Source: HPCwire, January 31, 1997
by Alan Beck, editor in chief


Pasadena, Calif. -- Metacomputing via highly distributed heterogeneous environments stands to become one of the most important features of HPC in the next century. To learn more about the challenges facing researchers in this arena, HPCwire interviewed Mani Chandy, Director of the NSF-funded Center for Research on Parallel Computation's Parallel Paradigm Integration (PPI) project. Chandy is a professor at Caltech. Following are selected excerpts from that discussion.

HPCwire: Please give us an overview of the Parallel Paradigm Integration project's key focus areas.
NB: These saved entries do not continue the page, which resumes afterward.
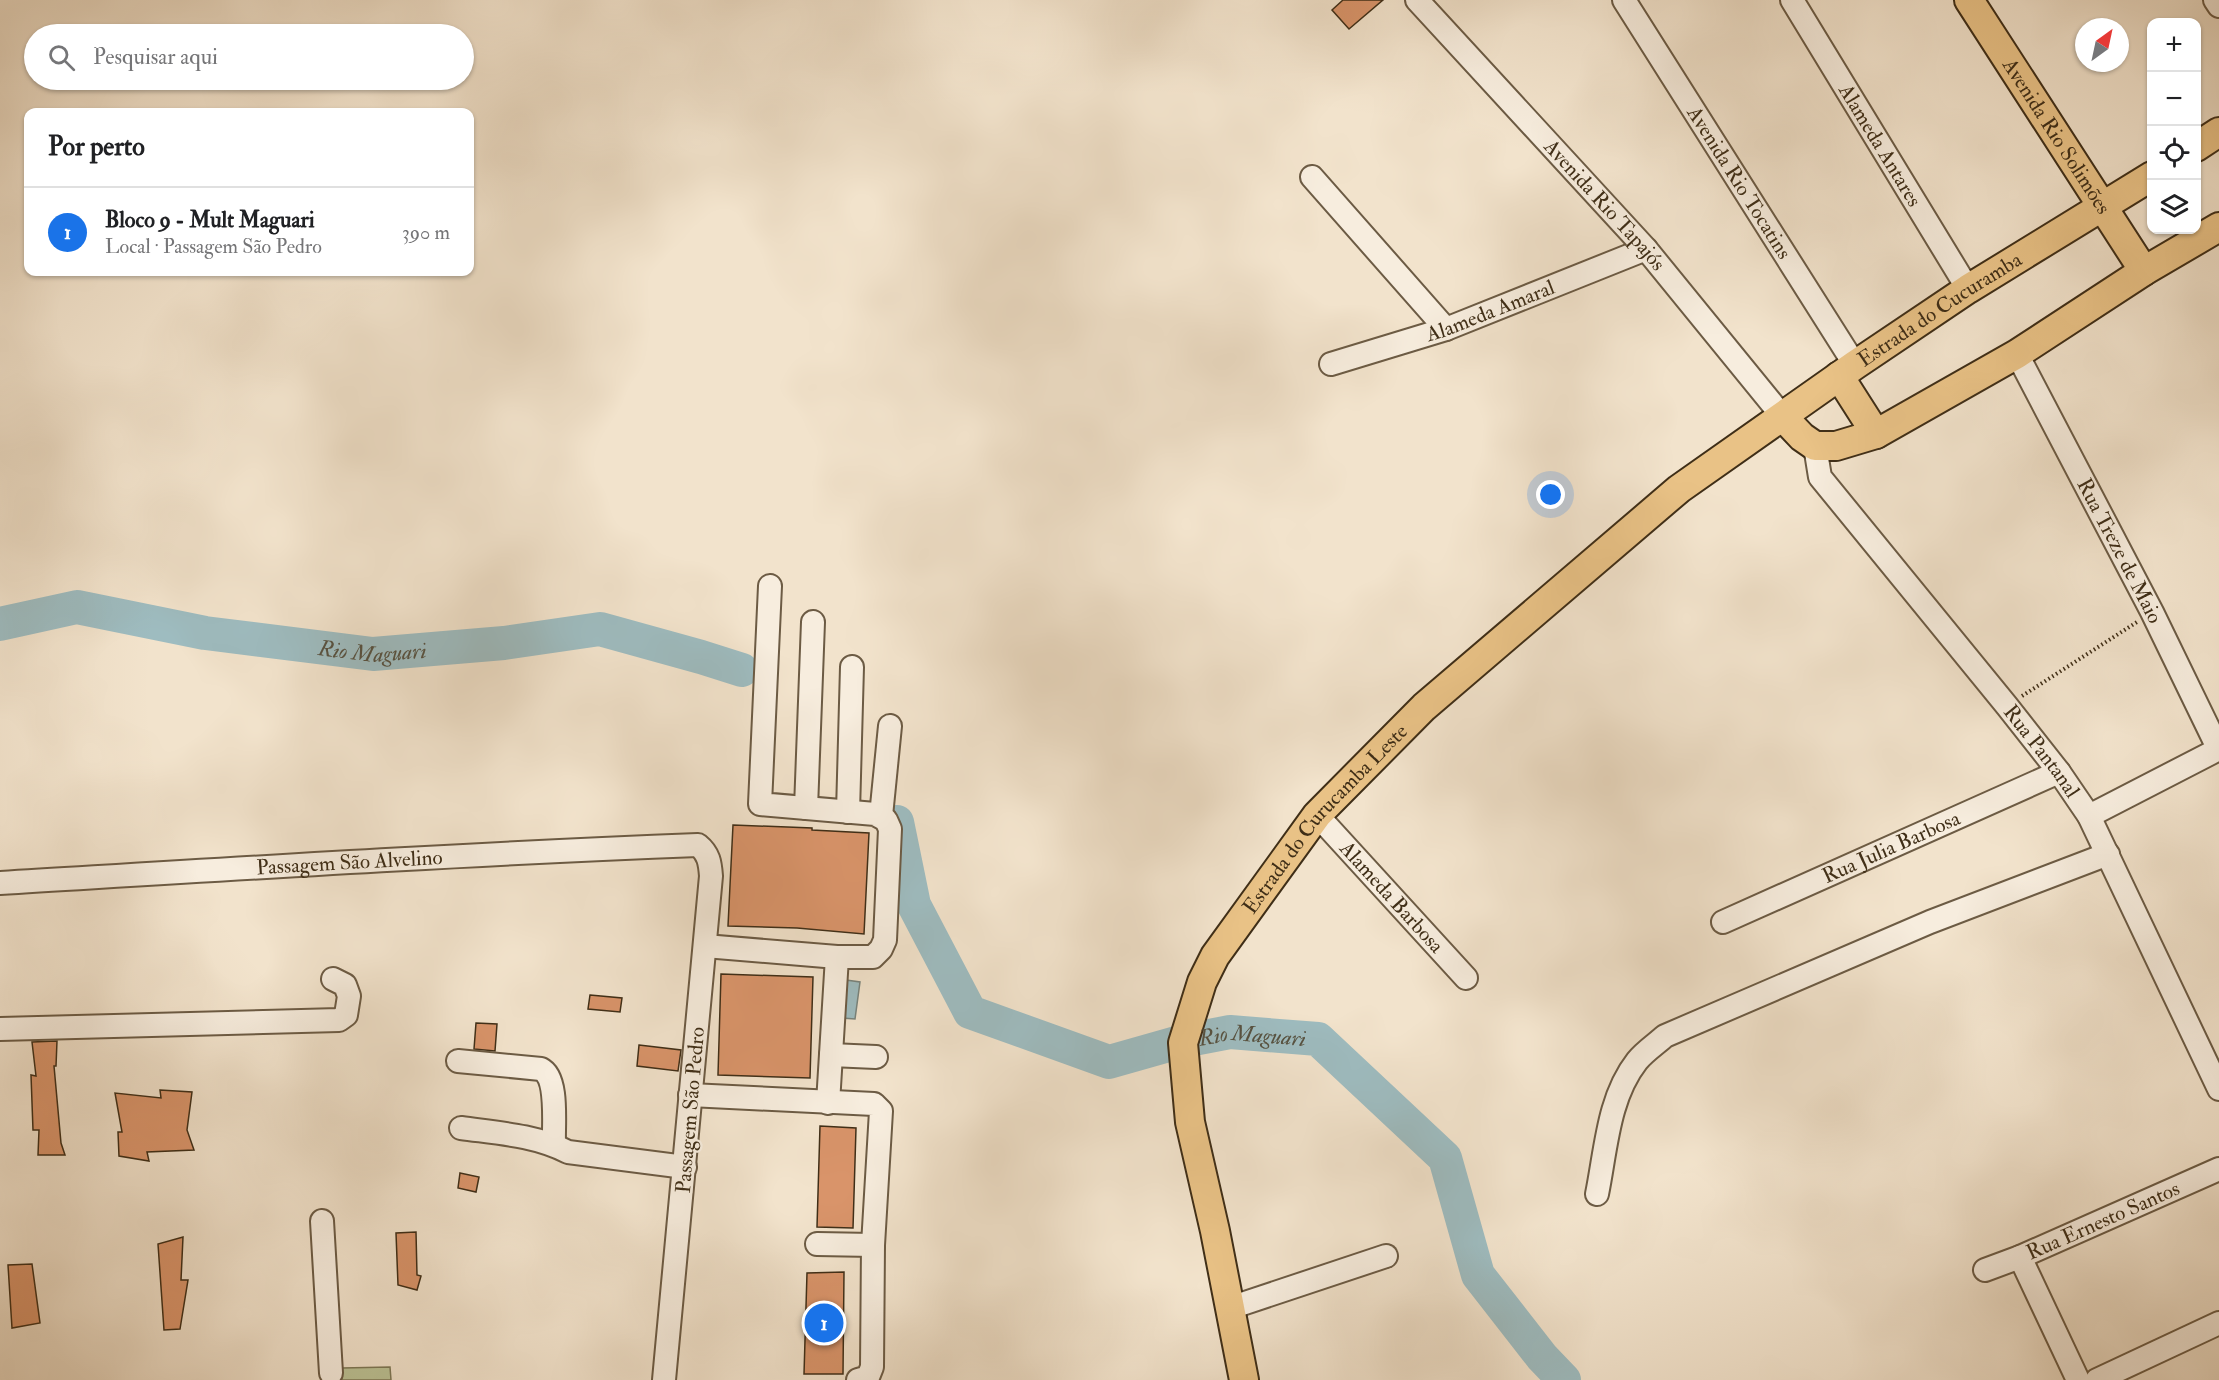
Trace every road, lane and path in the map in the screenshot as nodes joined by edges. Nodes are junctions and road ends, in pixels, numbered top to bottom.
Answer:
1 (1417, 0) edge
2 (1624, 0) edge
3 (1792, 0) edge
4 (1969, 0) edge
5 (2216, 0) edge
6 (2219, 6) edge
7 (2219, 132) edge
8 (2201, 144) edge
9 (1312, 177) dead end
10 (2147, 179) edge
11 (2103, 208) junction
12 (2219, 227) edge
13 (1646, 249) junction
14 (2144, 271) junction
15 (1968, 288) junction
16 (1446, 328) junction
17 (2017, 354) junction
18 (1331, 364) dead end
19 (1847, 370) junction
20 (1783, 417) junction
21 (1876, 434) junction
22 (1815, 446) junction
23 (770, 586) dead end
24 (2152, 612) junction
25 (813, 622) dead end
26 (852, 668) dead end
27 (2007, 706) junction
28 (890, 726) dead end
29 (2219, 749) edge
30 (2059, 772) junction
31 (806, 808) junction
32 (848, 812) junction
33 (1317, 815) junction
34 (881, 816) junction
35 (2090, 816) junction
36 (698, 845) joint
37 (2108, 854) junction
38 (0, 883) edge
39 (1724, 922) dead end
40 (705, 946) junction
41 (837, 957) junction
42 (1466, 978) dead end
43 (333, 979) dead end
44 (0, 1029) edge
45 (831, 1055) junction
46 (876, 1057) dead end
47 (458, 1061) dead end
48 (2219, 1089) edge
49 (690, 1095) junction
50 (828, 1103) junction
51 (461, 1128) dead end
52 (554, 1145) junction
53 (685, 1167) junction
54 (2219, 1169) edge
55 (1597, 1194) dead end
56 (322, 1221) dead end
57 (816, 1244) dead end
58 (873, 1245) junction
59 (1386, 1256) dead end
60 (2020, 1257) junction
61 (1986, 1269) dead end
62 (1230, 1308) junction
63 (2219, 1323) edge
64 (331, 1373) dead end
65 (664, 1380) edge
66 (858, 1380) edge
67 (1244, 1380) edge
68 (2078, 1380) edge
69 (2097, 1380) edge

1 - 13 street, Avenida Rio Tapajós
2 - 19 street, Avenida Rio Tocatins
3 - 15 street, Alameda Antares
4 - 11 main road, Avenida Rio Solimões
5 - 6 street
7 - 8 main road
9 - 16 street
10 - 11 main road, Estrada do Cucuramba
11 - 14 main road, Avenida Rio Solimões
11 - 15 main road, Estrada do Cucuramba
12 - 14 main road
13 - 16 street, Alameda Amaral
13 - 20 street, Avenida Rio Tapajós
14 - 17 main road
15 - 19 main road, Estrada do Cucuramba
16 - 18 street, Alameda Amaral
17 - 21 main road
17 - 24 street, Rua Treze de Maio
19 - 20 main road, Estrada do Cucuramba
19 - 21 main road
20 - 22 main road
20 - 33 main road, Estrada do Curucamba Leste
21 - 22 main road
22 - 27 street, Rua Pantanal
23 - 31 street
24 - 27 path
24 - 29 street, Rua Treze de Maio
25 - 31 street
26 - 32 street
27 - 30 street, Rua Pantanal
28 - 34 street
29 - 35 street
30 - 35 street, Rua Pantanal
30 - 39 street, Rua Julia Barbosa
31 - 32 street
32 - 34 street
33 - 42 street, Alameda Barbosa
33 - 62 main road, Estrada do Curucamba Leste
34 - 41 street
35 - 37 street, Rua Pantanal
36 - 38 street, Passagem São Alvelino
36 - 40 street, Passagem São Pedro
37 - 48 street, Rua Pantanal
37 - 55 street
40 - 41 street
40 - 49 street, Passagem São Pedro
41 - 45 street
43 - 44 street
45 - 46 street
45 - 50 street
47 - 52 street
49 - 50 street
49 - 53 street, Passagem São Pedro
50 - 58 street
51 - 52 street
52 - 53 street
53 - 65 street, Passagem São Pedro
54 - 60 street, Rua Ernesto Santos
56 - 64 street
57 - 58 street
58 - 66 street
59 - 62 street
60 - 61 street, Rua Ernesto Santos
60 - 68 street
62 - 67 main road, Estrada do Curucamba Leste
63 - 69 street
CHANDY: "We have five focus areas: distributed computing, concurrent objects, exploitation of multithreaded computers, integration of task and data parallelism, and problem-solving environments. Rather than describing each area let me discuss three fundamental trends in concurrent technology and what our group in the center is doing about them. They are: One -- Parallel computing is entering the mainstream; it's not just for techno-geeks any more. Two -- Multithreaded single-address space machines are becoming vitally important at all levels, from inexpensive desktops to supercomputers. Third -- Distributed computing is playing an increasingly important role in our personal lives and in multi-institutional collaboration. Let me start with the last trend: distributed computing.

"We have two projects that approach distributed computing from different points of view. At one level, we're looking at distributed computing for metacomputing which involves harnessing powerful resources at different locations to carry out high performance applications. Our second project deals with distributed computing at what we call a 'personal level.' These projects are closely related though they have different customers.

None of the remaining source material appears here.